Groupon stock falls below IPO price

Andrew Mason, founder and chief of Groupon, attends his company's Nov. 4 initial public offering at Nasdaq in Manhattan. The company's stock fell below its IPO price of $20 for the first time Wednesday as investors reassess the challenges facing the still-unprofitable online deals company in a shaky economy. (Nov. 4, 2011) Credit: AP
Groupon Inc.'s stock fell below its initial public offering price for the first time Wednesday as investors reassess the challenges facing the still-unprofitable online deals company in a shaky economy.
The shares plunged $3.11, or 15.50 percent, to close at $16.96. That's well below Groupon's IPO price of $20, which was set less than three weeks ago.
The rapid fall from Wall Street's graces occurred almost entirely this week. Groupon has shed one-third of its market value since Friday's close to wipe out nearly $6 billion in shareholder wealth. Chicago-based Groupon declined to comment on the stock price drop.
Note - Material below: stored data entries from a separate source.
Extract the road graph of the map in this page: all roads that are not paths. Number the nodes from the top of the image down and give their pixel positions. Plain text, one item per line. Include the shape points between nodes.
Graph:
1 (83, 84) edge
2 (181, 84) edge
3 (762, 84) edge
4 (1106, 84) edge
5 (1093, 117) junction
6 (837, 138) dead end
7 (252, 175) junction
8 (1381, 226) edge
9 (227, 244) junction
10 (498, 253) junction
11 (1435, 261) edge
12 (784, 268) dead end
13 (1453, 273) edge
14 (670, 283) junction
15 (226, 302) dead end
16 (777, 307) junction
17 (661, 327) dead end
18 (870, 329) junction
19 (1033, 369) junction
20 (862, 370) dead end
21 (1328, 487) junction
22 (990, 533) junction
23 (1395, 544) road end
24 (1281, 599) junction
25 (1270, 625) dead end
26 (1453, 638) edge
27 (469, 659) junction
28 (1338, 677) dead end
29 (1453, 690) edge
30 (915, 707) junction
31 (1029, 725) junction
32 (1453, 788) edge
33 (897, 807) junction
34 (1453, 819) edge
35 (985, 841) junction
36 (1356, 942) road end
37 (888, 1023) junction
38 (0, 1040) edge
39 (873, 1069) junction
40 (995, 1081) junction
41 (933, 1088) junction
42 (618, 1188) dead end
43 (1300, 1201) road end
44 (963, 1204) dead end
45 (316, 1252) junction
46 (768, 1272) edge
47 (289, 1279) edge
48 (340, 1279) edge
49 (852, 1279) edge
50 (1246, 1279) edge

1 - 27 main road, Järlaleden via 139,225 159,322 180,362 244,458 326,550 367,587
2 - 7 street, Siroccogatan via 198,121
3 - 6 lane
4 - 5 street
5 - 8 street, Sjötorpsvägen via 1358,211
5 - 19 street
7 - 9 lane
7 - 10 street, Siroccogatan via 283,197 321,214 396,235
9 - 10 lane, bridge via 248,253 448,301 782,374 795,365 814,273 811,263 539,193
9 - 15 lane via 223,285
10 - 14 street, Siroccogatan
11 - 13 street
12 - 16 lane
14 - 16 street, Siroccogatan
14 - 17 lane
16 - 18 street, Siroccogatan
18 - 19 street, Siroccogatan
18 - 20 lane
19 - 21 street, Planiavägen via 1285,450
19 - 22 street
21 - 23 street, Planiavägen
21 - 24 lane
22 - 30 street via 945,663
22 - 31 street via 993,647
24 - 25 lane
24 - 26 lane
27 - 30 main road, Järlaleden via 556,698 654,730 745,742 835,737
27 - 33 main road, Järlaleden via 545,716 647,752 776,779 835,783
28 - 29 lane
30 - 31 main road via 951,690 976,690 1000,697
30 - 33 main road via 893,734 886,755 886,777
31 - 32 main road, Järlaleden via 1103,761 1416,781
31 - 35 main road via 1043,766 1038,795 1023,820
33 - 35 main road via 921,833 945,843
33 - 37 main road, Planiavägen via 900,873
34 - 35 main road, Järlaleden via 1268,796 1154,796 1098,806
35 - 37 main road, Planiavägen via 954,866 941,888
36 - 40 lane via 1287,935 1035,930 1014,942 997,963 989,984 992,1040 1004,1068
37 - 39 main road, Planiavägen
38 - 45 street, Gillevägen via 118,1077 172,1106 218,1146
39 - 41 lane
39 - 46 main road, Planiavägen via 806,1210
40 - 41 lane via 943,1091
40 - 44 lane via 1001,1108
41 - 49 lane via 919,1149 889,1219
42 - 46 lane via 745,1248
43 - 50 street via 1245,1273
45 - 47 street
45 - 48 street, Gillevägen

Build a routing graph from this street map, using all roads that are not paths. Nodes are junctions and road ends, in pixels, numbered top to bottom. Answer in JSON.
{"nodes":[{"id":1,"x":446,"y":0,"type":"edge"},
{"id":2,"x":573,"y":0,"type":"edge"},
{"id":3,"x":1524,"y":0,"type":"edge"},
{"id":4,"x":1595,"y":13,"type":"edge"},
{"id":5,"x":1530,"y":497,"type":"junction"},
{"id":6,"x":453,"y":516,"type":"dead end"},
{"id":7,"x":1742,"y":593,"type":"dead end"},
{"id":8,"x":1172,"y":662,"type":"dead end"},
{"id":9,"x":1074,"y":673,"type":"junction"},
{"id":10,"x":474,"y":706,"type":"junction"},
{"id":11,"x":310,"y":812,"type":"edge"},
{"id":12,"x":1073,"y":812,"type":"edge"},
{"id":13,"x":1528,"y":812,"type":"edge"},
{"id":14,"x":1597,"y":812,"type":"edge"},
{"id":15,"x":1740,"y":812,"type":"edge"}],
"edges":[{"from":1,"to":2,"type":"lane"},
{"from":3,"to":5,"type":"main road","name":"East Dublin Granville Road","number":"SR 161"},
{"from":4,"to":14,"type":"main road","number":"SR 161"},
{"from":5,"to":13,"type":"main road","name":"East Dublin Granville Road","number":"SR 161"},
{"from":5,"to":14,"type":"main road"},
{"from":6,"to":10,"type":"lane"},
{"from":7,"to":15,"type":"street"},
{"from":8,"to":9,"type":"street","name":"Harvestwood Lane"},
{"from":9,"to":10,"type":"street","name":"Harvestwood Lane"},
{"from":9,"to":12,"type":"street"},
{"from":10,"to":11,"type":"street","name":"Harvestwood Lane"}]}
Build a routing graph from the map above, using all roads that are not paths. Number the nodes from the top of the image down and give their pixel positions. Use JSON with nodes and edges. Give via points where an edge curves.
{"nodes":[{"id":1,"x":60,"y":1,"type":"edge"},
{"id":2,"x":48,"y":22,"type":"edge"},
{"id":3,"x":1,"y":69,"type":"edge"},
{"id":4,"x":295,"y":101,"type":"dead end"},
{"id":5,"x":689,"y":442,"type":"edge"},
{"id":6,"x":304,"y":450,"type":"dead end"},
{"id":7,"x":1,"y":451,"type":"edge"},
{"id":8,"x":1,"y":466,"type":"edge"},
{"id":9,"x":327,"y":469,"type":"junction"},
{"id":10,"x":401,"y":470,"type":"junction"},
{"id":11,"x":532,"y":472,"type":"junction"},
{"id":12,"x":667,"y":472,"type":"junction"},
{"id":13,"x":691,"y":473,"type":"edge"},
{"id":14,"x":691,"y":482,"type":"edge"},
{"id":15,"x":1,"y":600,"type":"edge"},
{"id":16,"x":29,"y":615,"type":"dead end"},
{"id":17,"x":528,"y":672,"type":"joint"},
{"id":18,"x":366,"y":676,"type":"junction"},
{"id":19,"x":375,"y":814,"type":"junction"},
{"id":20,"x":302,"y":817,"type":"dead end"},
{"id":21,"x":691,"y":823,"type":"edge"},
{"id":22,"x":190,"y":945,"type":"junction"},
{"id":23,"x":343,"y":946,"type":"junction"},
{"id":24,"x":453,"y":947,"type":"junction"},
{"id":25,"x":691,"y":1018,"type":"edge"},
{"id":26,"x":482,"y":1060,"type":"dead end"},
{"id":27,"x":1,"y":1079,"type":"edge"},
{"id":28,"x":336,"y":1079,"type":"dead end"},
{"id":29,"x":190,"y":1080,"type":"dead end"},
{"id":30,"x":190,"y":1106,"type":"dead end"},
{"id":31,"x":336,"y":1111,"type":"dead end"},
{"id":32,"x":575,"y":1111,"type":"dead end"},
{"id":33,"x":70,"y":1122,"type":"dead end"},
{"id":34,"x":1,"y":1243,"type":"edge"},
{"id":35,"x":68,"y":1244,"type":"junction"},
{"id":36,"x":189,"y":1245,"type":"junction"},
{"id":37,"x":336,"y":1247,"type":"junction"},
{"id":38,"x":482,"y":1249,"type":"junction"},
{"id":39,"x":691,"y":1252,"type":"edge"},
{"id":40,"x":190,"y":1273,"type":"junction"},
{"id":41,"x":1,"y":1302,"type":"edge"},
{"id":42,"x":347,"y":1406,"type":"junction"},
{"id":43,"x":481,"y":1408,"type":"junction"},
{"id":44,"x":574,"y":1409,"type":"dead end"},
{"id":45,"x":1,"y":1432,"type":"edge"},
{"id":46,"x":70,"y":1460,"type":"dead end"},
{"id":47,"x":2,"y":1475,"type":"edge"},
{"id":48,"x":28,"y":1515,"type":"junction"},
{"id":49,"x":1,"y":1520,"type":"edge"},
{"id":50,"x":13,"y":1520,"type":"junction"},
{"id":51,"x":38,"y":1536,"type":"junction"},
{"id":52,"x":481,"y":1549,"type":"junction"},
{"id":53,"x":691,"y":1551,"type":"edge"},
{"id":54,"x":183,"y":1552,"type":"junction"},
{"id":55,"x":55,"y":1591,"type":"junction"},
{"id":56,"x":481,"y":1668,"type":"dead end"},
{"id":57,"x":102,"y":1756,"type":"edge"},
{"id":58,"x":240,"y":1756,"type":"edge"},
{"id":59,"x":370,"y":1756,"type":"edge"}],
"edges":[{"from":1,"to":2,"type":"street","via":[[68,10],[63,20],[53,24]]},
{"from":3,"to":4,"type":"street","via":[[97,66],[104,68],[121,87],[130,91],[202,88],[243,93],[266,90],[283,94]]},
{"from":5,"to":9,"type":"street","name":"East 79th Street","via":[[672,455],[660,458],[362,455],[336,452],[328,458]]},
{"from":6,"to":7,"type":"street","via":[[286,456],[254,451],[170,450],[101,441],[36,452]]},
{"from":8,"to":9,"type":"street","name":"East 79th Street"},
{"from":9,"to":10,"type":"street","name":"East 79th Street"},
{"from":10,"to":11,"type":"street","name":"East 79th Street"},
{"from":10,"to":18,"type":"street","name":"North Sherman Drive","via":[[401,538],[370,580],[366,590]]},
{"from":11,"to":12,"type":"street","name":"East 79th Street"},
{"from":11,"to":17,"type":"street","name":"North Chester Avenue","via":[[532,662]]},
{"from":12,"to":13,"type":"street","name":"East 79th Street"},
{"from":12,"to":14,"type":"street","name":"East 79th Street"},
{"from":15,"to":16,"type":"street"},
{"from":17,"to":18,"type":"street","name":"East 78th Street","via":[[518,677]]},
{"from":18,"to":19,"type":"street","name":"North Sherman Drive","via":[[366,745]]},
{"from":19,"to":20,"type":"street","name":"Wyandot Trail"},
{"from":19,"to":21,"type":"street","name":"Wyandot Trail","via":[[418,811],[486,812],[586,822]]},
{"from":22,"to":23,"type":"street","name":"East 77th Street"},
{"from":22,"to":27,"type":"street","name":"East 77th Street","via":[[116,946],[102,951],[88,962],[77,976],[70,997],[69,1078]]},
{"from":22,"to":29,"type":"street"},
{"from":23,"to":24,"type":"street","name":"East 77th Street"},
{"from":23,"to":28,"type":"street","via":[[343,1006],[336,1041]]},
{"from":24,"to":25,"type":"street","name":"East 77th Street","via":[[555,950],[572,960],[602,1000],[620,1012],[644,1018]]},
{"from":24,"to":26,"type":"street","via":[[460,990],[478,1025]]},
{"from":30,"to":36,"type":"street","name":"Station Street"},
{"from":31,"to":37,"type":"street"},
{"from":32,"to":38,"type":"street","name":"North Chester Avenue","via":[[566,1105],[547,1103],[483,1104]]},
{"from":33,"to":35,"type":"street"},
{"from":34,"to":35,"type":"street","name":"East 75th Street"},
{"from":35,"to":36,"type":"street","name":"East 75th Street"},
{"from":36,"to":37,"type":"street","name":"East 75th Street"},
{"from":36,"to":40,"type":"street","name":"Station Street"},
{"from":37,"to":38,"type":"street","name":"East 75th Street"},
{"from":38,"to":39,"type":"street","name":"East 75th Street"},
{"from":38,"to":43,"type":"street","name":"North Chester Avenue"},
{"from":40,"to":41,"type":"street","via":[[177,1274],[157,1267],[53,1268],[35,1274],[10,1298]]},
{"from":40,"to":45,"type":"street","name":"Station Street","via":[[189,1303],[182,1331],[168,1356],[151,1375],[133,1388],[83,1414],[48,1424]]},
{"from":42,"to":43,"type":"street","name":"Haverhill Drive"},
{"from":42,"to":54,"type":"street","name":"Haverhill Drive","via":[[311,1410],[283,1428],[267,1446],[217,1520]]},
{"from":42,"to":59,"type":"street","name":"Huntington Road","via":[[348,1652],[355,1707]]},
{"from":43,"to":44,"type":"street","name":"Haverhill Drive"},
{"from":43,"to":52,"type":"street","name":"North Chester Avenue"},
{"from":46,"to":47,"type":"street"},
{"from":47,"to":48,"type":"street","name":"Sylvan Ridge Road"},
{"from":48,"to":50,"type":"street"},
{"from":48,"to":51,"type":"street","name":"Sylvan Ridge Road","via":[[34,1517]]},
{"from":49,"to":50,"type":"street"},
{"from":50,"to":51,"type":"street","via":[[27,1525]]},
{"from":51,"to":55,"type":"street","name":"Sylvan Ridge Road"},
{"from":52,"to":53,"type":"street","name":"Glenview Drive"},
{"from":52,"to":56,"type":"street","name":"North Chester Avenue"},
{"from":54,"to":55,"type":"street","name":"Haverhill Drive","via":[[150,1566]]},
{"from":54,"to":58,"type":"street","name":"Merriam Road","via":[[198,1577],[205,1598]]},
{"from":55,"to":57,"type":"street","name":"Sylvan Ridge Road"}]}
Political and economic uncertainty is making promising but unproven companies look less appealing.
Groupon gets local merchants to offer steep discounts to large clusters of consumers. Founded in 2008, Groupon is on pace to generate more than $1.5 billion in revenue this year. Web giant Google Inc. had annual revenue of $86 million at the same stage of its existence. Unlike Google, though, Groupon has amassed huge losses as it tries to expand and ward off copycat threats.